Author: Gong, Jin
Title: Cultural politics of the veil : women, the body and neoliberalism in the Chinese Islamic revival
Advisors: Ku, Hok Bun (APSS)
Degree: M.Phil.
Year: 2016
Subject: Clothing and dress -- Religious aspects -- Islam
Veils -- China.
Veils -- Social aspects.
Hong Kong Polytechnic University -- Dissertations
Department: Department of Applied Social Sciences
Pages: 127 pages : color illustrations
Language: English
Abstract: The veil, also known as hijab, is a key cultural symbol for Muslim women across the world and embodies one of the major changes in Muslim women's bodily experience, signifying both ethno-religious and gendered visibility of Chinese Muslims. Decades after the abolition of the veil, Muslim women (especially young women) across the country have started to restore such ethno-religious practice by applying Muslim styles from other Islamic conventions. Since 2012, government authorities have launched increasingly explicit campaigns against the veil and the burqua and young men growing their beards long. The Muslim fashion industry has also emerged; young Muslim women have started to consume "fashionable" veils inspired by Turkey, Southeast Asia, and Egypt Muslim fashions. In Muslim populated cities like Kunming, Guangzhou and Yiwu increasing numbers of Muslim women have started to adopt the Turkish and Malaysian style hijab and chador.

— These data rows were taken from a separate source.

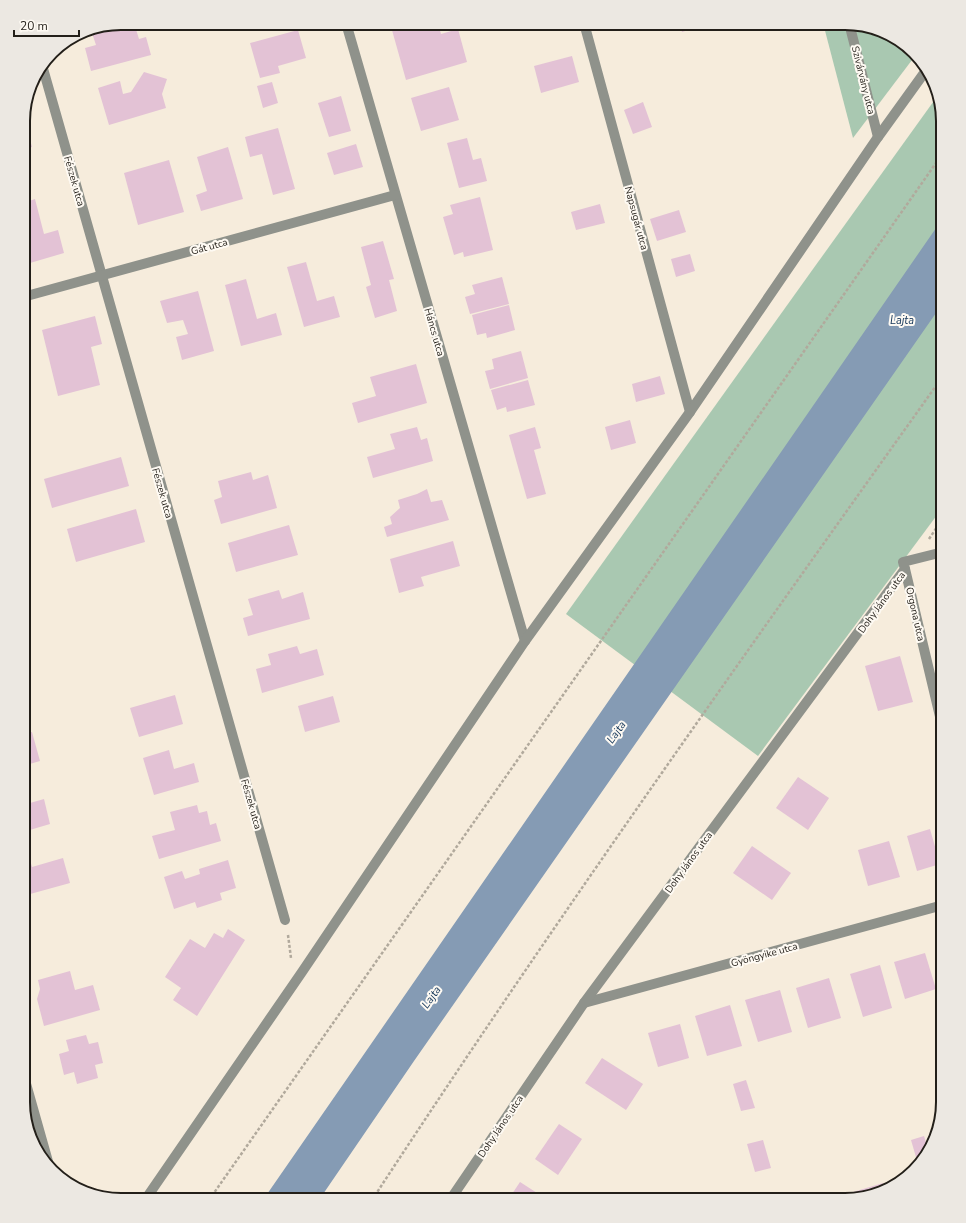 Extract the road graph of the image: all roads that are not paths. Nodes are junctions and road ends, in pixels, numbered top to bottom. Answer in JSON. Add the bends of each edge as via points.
{"nodes":[{"id":1,"x":348,"y":30,"type":"edge"},
{"id":2,"x":586,"y":30,"type":"edge"},
{"id":3,"x":851,"y":30,"type":"edge"},
{"id":4,"x":44,"y":72,"type":"edge"},
{"id":5,"x":923,"y":74,"type":"edge"},
{"id":6,"x":878,"y":137,"type":"junction"},
{"id":7,"x":395,"y":195,"type":"junction"},
{"id":8,"x":101,"y":276,"type":"junction"},
{"id":9,"x":30,"y":295,"type":"edge"},
{"id":10,"x":690,"y":412,"type":"junction"},
{"id":11,"x":936,"y":554,"type":"edge"},
{"id":12,"x":905,"y":569,"type":"junction"},
{"id":13,"x":525,"y":640,"type":"junction"},
{"id":14,"x":936,"y":700,"type":"edge"},
{"id":15,"x":936,"y":907,"type":"edge"},
{"id":16,"x":285,"y":920,"type":"road end"},
{"id":17,"x":584,"y":1003,"type":"junction"},
{"id":18,"x":30,"y":1098,"type":"edge"},
{"id":19,"x":46,"y":1154,"type":"edge"},
{"id":20,"x":150,"y":1193,"type":"edge"},
{"id":21,"x":455,"y":1193,"type":"edge"}],
"edges":[{"from":1,"to":7,"type":"street","name":"Háncs utca"},
{"from":2,"to":10,"type":"street","name":"Napsugár utca"},
{"from":3,"to":6,"type":"street","name":"Szivárvány utca"},
{"from":4,"to":8,"type":"street","name":"Fészek utca"},
{"from":5,"to":6,"type":"street"},
{"from":6,"to":10,"type":"street"},
{"from":7,"to":8,"type":"street","name":"Gát utca"},
{"from":7,"to":13,"type":"street","name":"Háncs utca"},
{"from":8,"to":9,"type":"street","name":"Gát utca"},
{"from":8,"to":16,"type":"street","name":"Fészek utca"},
{"from":10,"to":13,"type":"street"},
{"from":11,"to":12,"type":"street","name":"Dohy János utca","via":[[903,562]]},
{"from":12,"to":14,"type":"street","name":"Orgona utca"},
{"from":12,"to":17,"type":"street","name":"Dohy János utca"},
{"from":13,"to":20,"type":"street"},
{"from":15,"to":17,"type":"street","name":"Gyöngyike utca"},
{"from":17,"to":21,"type":"street","name":"Dohy János utca"},
{"from":18,"to":19,"type":"street"}]}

Juxtaposing the contested scenes of the veil, this research takes an intersectional perspective of the veil inspired by feminist studies, to understand the veil in forging cultural dominance and agency in a matrix of power involving gender, class, ethnicity, spirituality and global capitalism. Using an ethnographic study of veiling practices in a Hui ethnic minority village of Yunan province, I examine the historical transformation of Muslim women's lived experience in relation to drastic social change over the last few decades. I discuss the issue of the veil and Muslim women in relation to predominant representations and historical transformation within a particular Muslim community. Representations of the veil first appear in three distinct trajectories and epitomize the governance of ethnic differences in contemporary China. This governance relies on privatizing and depoliticizing differences in the name of ethnic harmony, while sustaining the cultural hierarchy that puts ethnic minorities on the less civilized end of social progression. The social transformation of the veil in Nan village challenges the presumptions underpinning representations and women's self-representations of the veil: women's veiling practices are congruent to an unchanging and universal Muslim identity. Mutation of the veil from socialist China to a post-socialist scenario is closely linked to the transfiguration of women's body and labor. Drawing on the disjuncture of two generational cohorts, we can see that the bodily transformation is located in different ways of imagining femininity in different historical contingencies. The shift from "glorifying labor" to "preserving elegance and nobility" signifies the racialization of class relations by deploying discourses of gender essentialism and moral insecurity. The bodily transformation of women is haunted by the specter of class that lurks in the process of racialization. As neoliberalism translates every political or social problem into market terms, it reduces the systematic damage to the subaltern to individual problems with market solutions. In the existential conditions underlined by occult economies and spiritual economics, where religion meets global capitalism, individuals reified in their class positions retreat from the public and revel in the personal and private. The struggles for cultural recognition and economic survival resort to private anxieties and responsibilities for sexuality, morality and family values.